Dubai Cares extended primary education to more than 1.2 million children in 2013, the most impactful year in its six-year history, its CEO said. In an interview with Gulf News, Tariq Al Gurg said the philanthropic organisation concluded 13 programmes and launched 14 new ones in developing countries.
Dubai Cares works with partners to implement a variety of programmes such as School Infrastructure, Early Childhood Development, Literacy and Numeracy, School Deworming, and Girls’ Education. “2013 was the most successful year of Dubai Cares, in terms of programmes and bringing in international partners. Fundraising has also been the highest in 2013,” Al Gurg said.
UAE donors raised at least Dh9.6 million from three major fundraisers alone in 2013, with another Dh10 million pledged over five years, he added. Dubai Cares currently has 34 active programmes in 14 countries. It was also a milestone year in terms of new partnerships and education advocacy, Al Gurg said.
The organisation signed an agreement with the Global Partnership for Education (GPE), comprised of some 60 developing countries, donor governments, the private sector, teachers, and civil society. GPE aims to eventually help all the children in the world’s poorest countries attend school.
“Our partnership with GPE stems from having like-minded strategies. GPE works in education only, exactly like us. GPE has similar interests, such as introducing innovation into their future programmes — that’s the core thing in Dubai Cares.”

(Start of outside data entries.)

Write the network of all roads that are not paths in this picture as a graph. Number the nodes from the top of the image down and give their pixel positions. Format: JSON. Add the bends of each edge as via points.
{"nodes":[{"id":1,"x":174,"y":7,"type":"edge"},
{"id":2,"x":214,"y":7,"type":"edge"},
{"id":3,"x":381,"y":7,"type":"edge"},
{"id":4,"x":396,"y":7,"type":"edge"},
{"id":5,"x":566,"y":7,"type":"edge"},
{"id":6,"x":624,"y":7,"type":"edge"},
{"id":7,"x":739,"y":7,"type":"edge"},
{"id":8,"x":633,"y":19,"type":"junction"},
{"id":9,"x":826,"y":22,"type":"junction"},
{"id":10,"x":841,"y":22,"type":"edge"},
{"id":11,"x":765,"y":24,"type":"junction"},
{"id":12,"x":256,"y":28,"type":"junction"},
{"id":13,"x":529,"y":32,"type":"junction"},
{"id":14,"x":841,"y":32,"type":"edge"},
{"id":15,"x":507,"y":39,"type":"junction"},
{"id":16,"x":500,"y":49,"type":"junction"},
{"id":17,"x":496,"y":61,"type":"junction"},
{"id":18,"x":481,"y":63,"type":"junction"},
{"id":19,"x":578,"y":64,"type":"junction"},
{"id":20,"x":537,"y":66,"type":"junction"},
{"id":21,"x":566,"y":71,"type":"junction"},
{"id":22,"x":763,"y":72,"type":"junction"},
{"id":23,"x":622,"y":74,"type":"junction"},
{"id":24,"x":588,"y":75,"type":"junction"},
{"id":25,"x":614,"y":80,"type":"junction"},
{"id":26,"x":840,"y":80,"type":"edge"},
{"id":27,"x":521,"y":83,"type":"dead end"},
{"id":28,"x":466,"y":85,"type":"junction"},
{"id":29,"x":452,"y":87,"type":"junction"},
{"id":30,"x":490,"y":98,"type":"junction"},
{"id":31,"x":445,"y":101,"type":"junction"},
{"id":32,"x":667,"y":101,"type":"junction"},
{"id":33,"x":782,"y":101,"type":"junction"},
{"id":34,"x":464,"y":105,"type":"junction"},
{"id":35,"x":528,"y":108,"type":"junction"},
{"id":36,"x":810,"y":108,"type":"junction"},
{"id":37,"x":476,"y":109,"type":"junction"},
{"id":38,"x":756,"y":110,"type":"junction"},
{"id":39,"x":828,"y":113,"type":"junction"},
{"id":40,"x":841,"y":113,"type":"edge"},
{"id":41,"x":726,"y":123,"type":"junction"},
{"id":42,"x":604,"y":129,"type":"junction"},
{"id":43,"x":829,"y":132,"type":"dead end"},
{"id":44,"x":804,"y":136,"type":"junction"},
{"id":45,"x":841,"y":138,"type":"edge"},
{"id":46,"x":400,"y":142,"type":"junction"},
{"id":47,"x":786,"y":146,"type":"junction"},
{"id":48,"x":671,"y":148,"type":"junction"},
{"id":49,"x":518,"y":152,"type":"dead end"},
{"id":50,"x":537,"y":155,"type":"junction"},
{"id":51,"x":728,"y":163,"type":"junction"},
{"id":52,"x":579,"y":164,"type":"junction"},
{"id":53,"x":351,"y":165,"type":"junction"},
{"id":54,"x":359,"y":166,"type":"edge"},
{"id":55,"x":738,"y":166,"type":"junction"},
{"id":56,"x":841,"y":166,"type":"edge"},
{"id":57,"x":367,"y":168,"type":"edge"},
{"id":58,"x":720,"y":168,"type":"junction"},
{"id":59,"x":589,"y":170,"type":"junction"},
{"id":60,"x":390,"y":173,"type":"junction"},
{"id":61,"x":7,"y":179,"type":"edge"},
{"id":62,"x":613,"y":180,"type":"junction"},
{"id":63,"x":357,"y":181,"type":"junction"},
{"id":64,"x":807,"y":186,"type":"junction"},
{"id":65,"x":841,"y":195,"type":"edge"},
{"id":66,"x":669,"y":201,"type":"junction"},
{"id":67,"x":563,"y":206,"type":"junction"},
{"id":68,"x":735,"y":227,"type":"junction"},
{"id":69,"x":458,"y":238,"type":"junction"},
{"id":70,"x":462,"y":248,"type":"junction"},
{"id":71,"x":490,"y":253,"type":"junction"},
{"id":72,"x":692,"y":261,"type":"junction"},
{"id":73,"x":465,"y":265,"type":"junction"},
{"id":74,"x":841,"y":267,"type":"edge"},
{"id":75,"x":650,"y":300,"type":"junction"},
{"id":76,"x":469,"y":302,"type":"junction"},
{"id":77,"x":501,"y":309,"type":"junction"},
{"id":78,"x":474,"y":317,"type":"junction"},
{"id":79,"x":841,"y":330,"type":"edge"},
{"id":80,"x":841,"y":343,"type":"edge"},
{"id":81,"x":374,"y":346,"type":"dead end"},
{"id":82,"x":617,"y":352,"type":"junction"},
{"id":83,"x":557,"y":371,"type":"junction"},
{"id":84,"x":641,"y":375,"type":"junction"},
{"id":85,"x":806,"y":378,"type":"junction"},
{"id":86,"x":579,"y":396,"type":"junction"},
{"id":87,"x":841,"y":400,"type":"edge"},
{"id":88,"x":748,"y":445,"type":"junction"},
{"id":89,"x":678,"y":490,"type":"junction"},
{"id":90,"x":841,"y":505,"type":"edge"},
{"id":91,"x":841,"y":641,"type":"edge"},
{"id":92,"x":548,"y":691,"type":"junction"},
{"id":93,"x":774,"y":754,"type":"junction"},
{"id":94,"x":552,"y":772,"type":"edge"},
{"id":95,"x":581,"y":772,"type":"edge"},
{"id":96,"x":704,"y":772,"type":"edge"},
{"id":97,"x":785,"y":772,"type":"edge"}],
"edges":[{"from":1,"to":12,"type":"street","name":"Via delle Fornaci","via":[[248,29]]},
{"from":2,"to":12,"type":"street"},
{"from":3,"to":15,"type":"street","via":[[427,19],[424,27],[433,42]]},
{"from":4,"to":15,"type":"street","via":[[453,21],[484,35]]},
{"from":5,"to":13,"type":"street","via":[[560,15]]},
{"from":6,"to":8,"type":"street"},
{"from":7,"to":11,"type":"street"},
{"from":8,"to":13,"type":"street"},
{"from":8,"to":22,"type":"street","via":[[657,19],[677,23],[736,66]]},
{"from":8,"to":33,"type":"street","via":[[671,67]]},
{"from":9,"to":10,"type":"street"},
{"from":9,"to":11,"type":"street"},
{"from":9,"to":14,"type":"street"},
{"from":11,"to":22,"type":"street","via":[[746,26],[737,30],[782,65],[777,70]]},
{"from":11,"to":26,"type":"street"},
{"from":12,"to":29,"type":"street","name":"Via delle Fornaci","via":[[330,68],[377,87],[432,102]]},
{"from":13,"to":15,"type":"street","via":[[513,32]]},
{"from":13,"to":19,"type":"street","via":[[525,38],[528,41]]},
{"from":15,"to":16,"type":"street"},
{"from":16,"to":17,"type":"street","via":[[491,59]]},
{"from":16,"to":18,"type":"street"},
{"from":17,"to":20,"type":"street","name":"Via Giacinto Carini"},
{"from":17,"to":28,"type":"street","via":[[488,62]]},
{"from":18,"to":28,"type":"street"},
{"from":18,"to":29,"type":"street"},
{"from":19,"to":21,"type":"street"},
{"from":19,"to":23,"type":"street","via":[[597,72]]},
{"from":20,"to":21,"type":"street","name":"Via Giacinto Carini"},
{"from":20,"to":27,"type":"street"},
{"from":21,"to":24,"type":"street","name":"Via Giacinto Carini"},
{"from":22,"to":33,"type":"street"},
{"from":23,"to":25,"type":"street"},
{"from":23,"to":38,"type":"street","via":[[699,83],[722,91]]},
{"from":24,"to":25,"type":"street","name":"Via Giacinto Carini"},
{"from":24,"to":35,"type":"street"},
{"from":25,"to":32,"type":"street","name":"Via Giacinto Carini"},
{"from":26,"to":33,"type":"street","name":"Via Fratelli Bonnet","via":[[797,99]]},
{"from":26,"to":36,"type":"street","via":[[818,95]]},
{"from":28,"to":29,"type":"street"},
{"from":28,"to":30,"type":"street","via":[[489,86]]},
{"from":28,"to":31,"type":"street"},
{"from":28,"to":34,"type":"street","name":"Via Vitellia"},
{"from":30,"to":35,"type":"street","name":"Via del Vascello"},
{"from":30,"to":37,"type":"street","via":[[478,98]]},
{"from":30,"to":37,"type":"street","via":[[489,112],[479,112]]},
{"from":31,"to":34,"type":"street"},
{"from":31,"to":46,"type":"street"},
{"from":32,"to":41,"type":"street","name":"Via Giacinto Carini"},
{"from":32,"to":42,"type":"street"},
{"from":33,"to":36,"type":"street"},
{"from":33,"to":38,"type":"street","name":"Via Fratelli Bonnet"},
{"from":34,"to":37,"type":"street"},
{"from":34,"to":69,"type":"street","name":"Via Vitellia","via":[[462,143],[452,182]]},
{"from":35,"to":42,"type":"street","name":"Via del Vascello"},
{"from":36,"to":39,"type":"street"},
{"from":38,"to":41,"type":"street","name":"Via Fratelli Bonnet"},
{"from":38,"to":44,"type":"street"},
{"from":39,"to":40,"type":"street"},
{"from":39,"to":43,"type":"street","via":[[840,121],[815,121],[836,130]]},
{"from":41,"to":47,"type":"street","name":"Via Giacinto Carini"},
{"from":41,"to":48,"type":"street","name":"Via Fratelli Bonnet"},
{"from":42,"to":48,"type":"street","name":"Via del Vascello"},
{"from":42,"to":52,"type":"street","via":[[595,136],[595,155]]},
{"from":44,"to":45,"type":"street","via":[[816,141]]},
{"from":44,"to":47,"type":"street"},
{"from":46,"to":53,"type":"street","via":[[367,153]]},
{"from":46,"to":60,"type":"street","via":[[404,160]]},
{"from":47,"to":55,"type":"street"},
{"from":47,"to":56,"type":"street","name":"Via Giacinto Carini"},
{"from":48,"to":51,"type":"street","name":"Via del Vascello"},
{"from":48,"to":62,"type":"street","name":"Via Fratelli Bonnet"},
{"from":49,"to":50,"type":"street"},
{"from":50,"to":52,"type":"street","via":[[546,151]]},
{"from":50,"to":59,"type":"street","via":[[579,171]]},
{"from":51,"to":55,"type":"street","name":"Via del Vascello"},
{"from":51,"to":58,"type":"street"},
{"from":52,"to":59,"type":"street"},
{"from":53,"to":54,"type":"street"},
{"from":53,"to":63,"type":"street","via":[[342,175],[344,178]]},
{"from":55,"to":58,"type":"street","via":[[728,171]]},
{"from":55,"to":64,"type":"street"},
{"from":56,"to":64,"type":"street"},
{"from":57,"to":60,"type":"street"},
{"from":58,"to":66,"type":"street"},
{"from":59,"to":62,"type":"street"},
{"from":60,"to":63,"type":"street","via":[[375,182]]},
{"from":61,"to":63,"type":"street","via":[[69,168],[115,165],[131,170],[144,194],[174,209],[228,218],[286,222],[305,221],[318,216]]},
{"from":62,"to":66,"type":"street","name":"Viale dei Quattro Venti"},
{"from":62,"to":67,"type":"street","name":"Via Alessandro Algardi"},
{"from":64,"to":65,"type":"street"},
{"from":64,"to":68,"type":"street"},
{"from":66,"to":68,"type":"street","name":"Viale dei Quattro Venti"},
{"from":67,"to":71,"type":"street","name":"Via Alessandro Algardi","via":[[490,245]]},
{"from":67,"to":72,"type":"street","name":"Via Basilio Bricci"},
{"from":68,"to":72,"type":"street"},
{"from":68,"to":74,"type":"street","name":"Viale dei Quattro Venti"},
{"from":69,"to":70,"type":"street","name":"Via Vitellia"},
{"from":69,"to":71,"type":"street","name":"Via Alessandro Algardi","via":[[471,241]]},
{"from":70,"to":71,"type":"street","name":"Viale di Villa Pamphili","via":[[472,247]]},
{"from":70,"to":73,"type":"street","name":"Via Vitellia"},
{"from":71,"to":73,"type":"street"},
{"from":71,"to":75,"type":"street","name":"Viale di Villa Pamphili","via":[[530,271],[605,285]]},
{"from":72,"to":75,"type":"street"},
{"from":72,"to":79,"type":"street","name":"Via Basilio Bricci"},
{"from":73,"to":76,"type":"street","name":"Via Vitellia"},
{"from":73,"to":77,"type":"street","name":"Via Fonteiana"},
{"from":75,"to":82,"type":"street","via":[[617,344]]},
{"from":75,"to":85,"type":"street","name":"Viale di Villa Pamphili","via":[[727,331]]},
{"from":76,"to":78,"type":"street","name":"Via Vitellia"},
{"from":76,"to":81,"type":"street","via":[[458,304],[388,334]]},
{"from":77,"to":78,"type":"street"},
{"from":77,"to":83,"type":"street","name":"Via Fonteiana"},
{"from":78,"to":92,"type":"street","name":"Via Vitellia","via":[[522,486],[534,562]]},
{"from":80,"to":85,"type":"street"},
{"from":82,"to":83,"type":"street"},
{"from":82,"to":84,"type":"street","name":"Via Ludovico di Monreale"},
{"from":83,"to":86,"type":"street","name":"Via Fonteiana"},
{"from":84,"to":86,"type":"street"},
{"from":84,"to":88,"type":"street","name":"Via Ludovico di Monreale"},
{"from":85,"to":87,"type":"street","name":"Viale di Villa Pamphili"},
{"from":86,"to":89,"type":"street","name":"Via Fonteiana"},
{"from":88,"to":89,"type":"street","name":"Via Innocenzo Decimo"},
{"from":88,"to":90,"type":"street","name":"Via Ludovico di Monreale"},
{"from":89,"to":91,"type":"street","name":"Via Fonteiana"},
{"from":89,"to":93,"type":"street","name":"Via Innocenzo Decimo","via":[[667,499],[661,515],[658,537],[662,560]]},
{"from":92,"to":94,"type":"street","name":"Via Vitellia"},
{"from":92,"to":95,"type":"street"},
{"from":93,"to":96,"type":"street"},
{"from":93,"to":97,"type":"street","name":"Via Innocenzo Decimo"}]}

Both GPE and Dubai Cares are also members of the Learning Metrics Task Force (LMTF) and the Technical Advisory Group (TAG) of UN Secretary General Ban Ki-moon’s five-year Global Education First Initiative. TAG’s chairman is Gordon Brown, the UN Special Envoy for Global Education and a former prime minister of the UK.
“We sit on those two boards together, so that’s why we’re very close. GPE is working very closely with Gordon Brown’s team and we’re with them also,” Al Gurg said. “Our partnership is about two main things. Number one: to see what countries we are both interested in, to go in together, to co-fund into that country. And two: to also test new models and to work on monitoring and evaluation of programmes.
“In some countries we can co-fund, in others we can scale up programmes, implement an innovative programme, but also replicate the same success model in neighbouring countries.” Dubai Cares also hosted the second LMTF official meeting in Dubai in February 2013. Participants included the representatives from the Task Force Secretariat from the Centre for Universal Education at the Brookings Institution, Unesco Institute for Statistics, UN Secretary General Office, and academics from various countries.
Discussions focused on “a strategy to ensure that all stakeholders understand the value added by the framework and that adequate mechanisms are put in place to overcome implementation barriers.”
Some of those barriers, Al Gurg said, are difficulties in reaching the communities because of poor infrastructure, political instability, and an unwillingness of some parents to send their children, especially girls, to school. This year, following Dubai Cares’ launch of a new project in Ethiopia in 2013, the organisation plans to “champion school heath and nutrition worldwide.”
In 2013, some 30,700 children in 30 schools in Ethiopia, started being covered by the Dubai Cares Home Grown School Feeding (HGSF) pilot programme at a cost of Dh14.7 million ($4,000,000). Dubai Cares said the three-year programme will encourage school admission and attendance, improve children’s learning abilities, and by providing locally-sourced meals, support local economic growth.
Deworming, water sourcing, sanitation and hygiene were also covered under the programme. Al Gurg said: “We’re going to get big players, form a group, get NGOs, UN agencies, and all of us are going to champion this in the world. “Now it’s starting as an idea so we’re putting everything together, and after that we’ll select members to come in and join our force, like what has happened with the LMTF.
“We are a leading role in it; the idea came from us...We’re trying to tell the world [for example] stop doing deworming alone, WASH [Water, Sanitation and Hygiene] alone, school feeding alone. It has to be clubbed together. He added: “That’s where the world is headed and we’re ahead of the game.” Meanwhile, residents have been invited to take part in the Dubai Cares Walk for Education event in Dubai in support of children’s education.
The annual event will be held on February 7 at Jumeirah Beach Park on Jumeirah Beach Road. It will see residents walk three kilometres — the average distance many children in developing countries have to walk to school. A Dh30 entry fee per participant will go towards Dubai Cares.